Code of Corporate governance stated that strong governed corporations have large, independent board with high participation rate in board meetings so that they can able to manage and monitor executive’s operations more transparently. Theoretical literature have mixed views regarding the value relevance of independent board structure as, at one end, agency theory argued that non-executive and independent directors work as a more effective monitoring role on managers and executives. While, on the other end, theory of stewardship stated that board should better be composed of inside directors as they acted as a stewards rather than outside independent directors.
The role of board governance in financial institutions, especially banks, has been under debate by academicians and practitioners after financial crises. Basel Committee in 2010 also defined new set of rules and regulations for board structure and composition for application of strong corporate governance in banking sector. In light of this, empirical evidences on the impact of board governance on performance have shifted from non-financial to financial firms, especially banking sector. Numerous studies have examined the effect of board composition and independence on bank’s profitability (Adams & Mehran, 2012; Liang et al. 2013; Sarkar & Subrata, 2018), though the findings vary in nature due to the variations of the corporate governance compliance in each country. In addition, empirical evidence on board governance is mostly concentrated in developed countries and much less has explored regarding the relationship between board governance and bank’s performance in developing countries. Present research adds to the standing body of knowledge by examining how board governance influences performance of Pakistani banks. In addition to this, study tests how performance outcomes of such board governance vary with the bank size as large sized firms expect to perform better as compared to small sized firms.
The organization of remaining paper is as follows: second section highlights the empirical literature with research gap and hypothesis development. Third section describes data and methodology, while fourth section reports empirical results with discussions. The last part concludes the study with policy implications and future directions.
2. Literature Review
The present paper accepts the corporate governance explanation provided by Zingales (1998), who identifies corporate governance as different mechanisms employed by shareholder has to observe and control management through directors. Literature has widely accepted that no single theory determines the motives behind the broad arrays of association between the board governance and bank’s performance. While analyzing existing studies and developing relevant research hypothesis, literature has identified number of theories behind corporate governance role in deriving firm performance. Firstly, agency theory highlights the role of board structure in determining the organization’s performance. Theory argued that strong board minimizes the opportunities behaviors of managers by strict governance, which ultimately has positive impact on performance (Jensen & Meckling, 1976).

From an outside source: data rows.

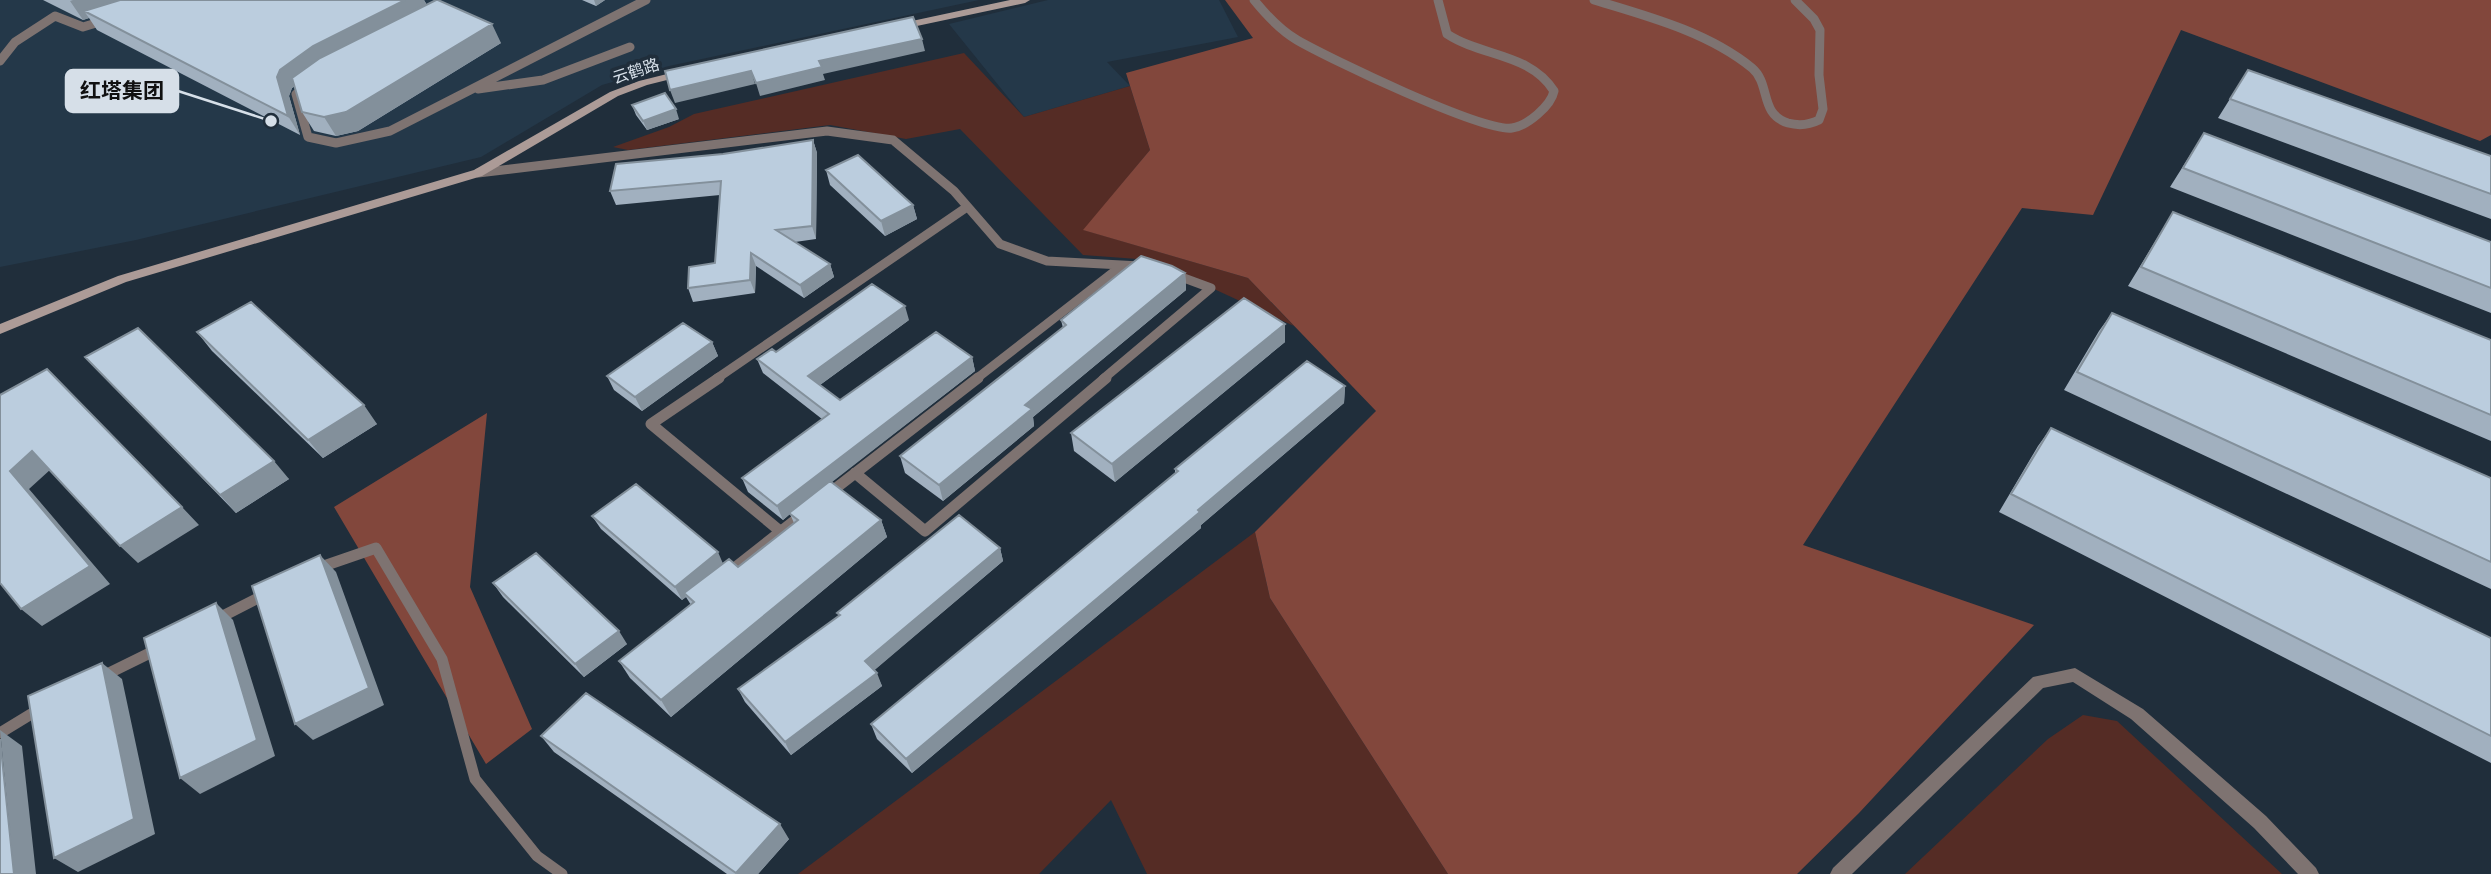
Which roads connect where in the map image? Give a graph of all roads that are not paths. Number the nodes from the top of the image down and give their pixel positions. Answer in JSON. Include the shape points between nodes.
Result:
{"nodes":[{"id":1,"x":646,"y":0,"type":"edge"},
{"id":2,"x":1025,"y":0,"type":"edge"},
{"id":3,"x":1254,"y":0,"type":"edge"},
{"id":4,"x":1437,"y":0,"type":"edge"},
{"id":5,"x":1594,"y":0,"type":"edge"},
{"id":6,"x":1795,"y":0,"type":"edge"},
{"id":7,"x":120,"y":16,"type":"edge"},
{"id":8,"x":880,"y":31,"type":"edge"},
{"id":9,"x":630,"y":47,"type":"dead end"},
{"id":10,"x":0,"y":61,"type":"edge"},
{"id":11,"x":696,"y":71,"type":"edge"},
{"id":12,"x":316,"y":78,"type":"edge"},
{"id":13,"x":468,"y":91,"type":"junction"},
{"id":14,"x":478,"y":173,"type":"junction"},
{"id":15,"x":967,"y":206,"type":"junction"},
{"id":16,"x":1120,"y":267,"type":"junction"},
{"id":17,"x":1155,"y":269,"type":"edge"},
{"id":18,"x":1166,"y":272,"type":"edge"},
{"id":19,"x":0,"y":330,"type":"edge"},
{"id":20,"x":855,"y":473,"type":"junction"},
{"id":21,"x":780,"y":531,"type":"junction"},
{"id":22,"x":300,"y":576,"type":"edge"},
{"id":23,"x":720,"y":579,"type":"edge"},
{"id":24,"x":276,"y":589,"type":"edge"},
{"id":25,"x":204,"y":625,"type":"edge"},
{"id":26,"x":168,"y":643,"type":"edge"},
{"id":27,"x":84,"y":686,"type":"edge"},
{"id":28,"x":48,"y":704,"type":"edge"},
{"id":29,"x":0,"y":733,"type":"edge"},
{"id":30,"x":562,"y":874,"type":"edge"},
{"id":31,"x":1839,"y":874,"type":"edge"},
{"id":32,"x":2310,"y":874,"type":"edge"}],
"edges":[{"from":1,"to":13,"type":"lane"},
{"from":2,"to":8,"type":"street"},
{"from":3,"to":4,"type":"lane","via":[[1270,20],[1297,40],[1453,113],[1507,128],[1543,111],[1554,96],[1552,85],[1516,62],[1451,38],[1444,30]]},
{"from":5,"to":6,"type":"lane","via":[[1740,59],[1762,79],[1772,113],[1808,126],[1819,120],[1824,109],[1820,30]]},
{"from":7,"to":10,"type":"lane","via":[[83,27],[55,16],[15,42]]},
{"from":9,"to":13,"type":"lane","via":[[543,80]]},
{"from":11,"to":14,"type":"street","name":"云鹤路","via":[[614,94]]},
{"from":12,"to":13,"type":"lane","via":[[296,93],[308,136],[336,143],[390,131]]},
{"from":14,"to":15,"type":"lane","via":[[827,131],[893,140]]},
{"from":14,"to":19,"type":"street","name":"云鹤路","via":[[133,275]]},
{"from":15,"to":16,"type":"lane","via":[[1000,244],[1047,261]]},
{"from":15,"to":21,"type":"lane","via":[[651,424]]},
{"from":16,"to":17,"type":"lane"},
{"from":16,"to":20,"type":"lane"},
{"from":18,"to":20,"type":"lane","via":[[1211,288],[925,531]]},
{"from":20,"to":21,"type":"lane"},
{"from":21,"to":23,"type":"lane"},
{"from":22,"to":30,"type":"lane","via":[[376,548],[442,659],[475,779],[537,856]]},
{"from":24,"to":25,"type":"lane"},
{"from":26,"to":27,"type":"lane"},
{"from":28,"to":29,"type":"lane"},
{"from":31,"to":32,"type":"street","via":[[2039,682],[2075,675],[2137,714],[2260,822]]}]}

Notably, strong board governance represents one with the larger board size and greater proportion of outside or independent directors, though the last one might plays a more significant role in monitoring and controlling managerial activities. Yet, agency theory identifies an upper limit on size of board of directors as larger board might limits the coordination and decision-making power of directors (Yermack, 1996). Hence, a possible trade-off exists between the board size and bank’s performance. Contrary to this, stewardship theory argues there exists no agency cost as managers are agents of an organization and hence works in the good interest of shareholders. Inside directors identify as good decision makers and who are capable of increasing the organization’s profit due to better understanding of firm’s internal operations (Donaldson, 1990). Therefore, according to this theory, board should have higher number of inside directors rather than outside ones for good decisions.
Resource Dependency Theory (Pfeffer, 1972) has also described another description about the functions of board structure. It explains that large and diverse board provides extra networking and greater access to external resources, which are not possible otherwise (Kiel & Nicholson, 2003). Besides this, Managerial Hegemony Theory by Mace (1979) and Vance (1983) argued that directors give advice, provide disciplinary rules, regulation and make valuable decisions in times of crises but they are less likely to have control over management or to question about sensitive issues. In short, managers, under managerial hegemony approach, want directors to have a passive role in controlling and monitoring firm’s operations. These theories support an earlier work of Hillman and Dalziel (2003) that highlights two main functions of board of directors: at first, to control and monitor management on behalf of stockholders, consistent with the agency theory. At second, to ensure an availability of required resources by an organization, supporting Resource Dependence Theory.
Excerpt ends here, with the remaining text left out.